▶ ASSIGNMENT
Would you go through the records below and copy each line with the string "roads"?

[Saved entries]

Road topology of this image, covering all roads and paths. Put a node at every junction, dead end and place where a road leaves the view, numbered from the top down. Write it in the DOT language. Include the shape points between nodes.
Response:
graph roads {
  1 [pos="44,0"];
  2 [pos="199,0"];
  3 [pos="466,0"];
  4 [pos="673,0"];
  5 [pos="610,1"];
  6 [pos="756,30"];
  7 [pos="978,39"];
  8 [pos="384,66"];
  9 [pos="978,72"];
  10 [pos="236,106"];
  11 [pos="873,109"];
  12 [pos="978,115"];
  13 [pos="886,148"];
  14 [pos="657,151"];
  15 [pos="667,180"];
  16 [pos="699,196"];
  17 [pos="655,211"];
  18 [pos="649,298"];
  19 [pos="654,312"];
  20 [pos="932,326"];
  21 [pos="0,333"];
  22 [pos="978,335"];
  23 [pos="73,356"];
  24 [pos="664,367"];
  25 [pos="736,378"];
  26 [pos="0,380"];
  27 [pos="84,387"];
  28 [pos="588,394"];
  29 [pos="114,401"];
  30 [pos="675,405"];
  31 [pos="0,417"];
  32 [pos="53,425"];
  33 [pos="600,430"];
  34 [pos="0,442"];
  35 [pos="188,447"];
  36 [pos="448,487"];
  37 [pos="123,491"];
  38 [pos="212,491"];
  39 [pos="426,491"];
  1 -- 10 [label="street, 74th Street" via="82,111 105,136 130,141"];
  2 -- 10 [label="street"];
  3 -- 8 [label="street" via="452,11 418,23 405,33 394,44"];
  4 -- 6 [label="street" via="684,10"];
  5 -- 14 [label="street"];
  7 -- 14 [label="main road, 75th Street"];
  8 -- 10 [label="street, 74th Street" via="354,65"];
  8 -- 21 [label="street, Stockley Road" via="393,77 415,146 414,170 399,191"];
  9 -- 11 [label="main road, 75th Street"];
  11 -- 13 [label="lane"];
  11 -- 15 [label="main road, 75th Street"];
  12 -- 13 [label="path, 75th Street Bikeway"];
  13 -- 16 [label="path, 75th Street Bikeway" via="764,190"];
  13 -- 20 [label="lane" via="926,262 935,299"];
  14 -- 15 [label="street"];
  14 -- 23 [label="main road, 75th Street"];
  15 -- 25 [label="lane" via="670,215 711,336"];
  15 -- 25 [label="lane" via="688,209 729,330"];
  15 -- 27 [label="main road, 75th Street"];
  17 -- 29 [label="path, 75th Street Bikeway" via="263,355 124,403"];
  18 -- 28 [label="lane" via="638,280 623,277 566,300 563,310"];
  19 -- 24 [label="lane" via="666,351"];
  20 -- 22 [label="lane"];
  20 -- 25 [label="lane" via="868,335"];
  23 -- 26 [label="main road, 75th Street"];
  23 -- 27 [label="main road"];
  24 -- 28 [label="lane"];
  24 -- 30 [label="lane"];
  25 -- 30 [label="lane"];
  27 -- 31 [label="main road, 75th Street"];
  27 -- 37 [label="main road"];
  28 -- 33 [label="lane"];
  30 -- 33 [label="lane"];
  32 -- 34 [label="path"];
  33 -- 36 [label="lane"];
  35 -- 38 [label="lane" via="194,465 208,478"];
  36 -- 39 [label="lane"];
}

▶ TASK OUTPUT
Road topology of this image, covering all roads and paths. Put a node at every junction, dead end and place where a road leaves the view, numbered from the top down. Write it in the DOT language. Include the shape points between nodes.
graph roads {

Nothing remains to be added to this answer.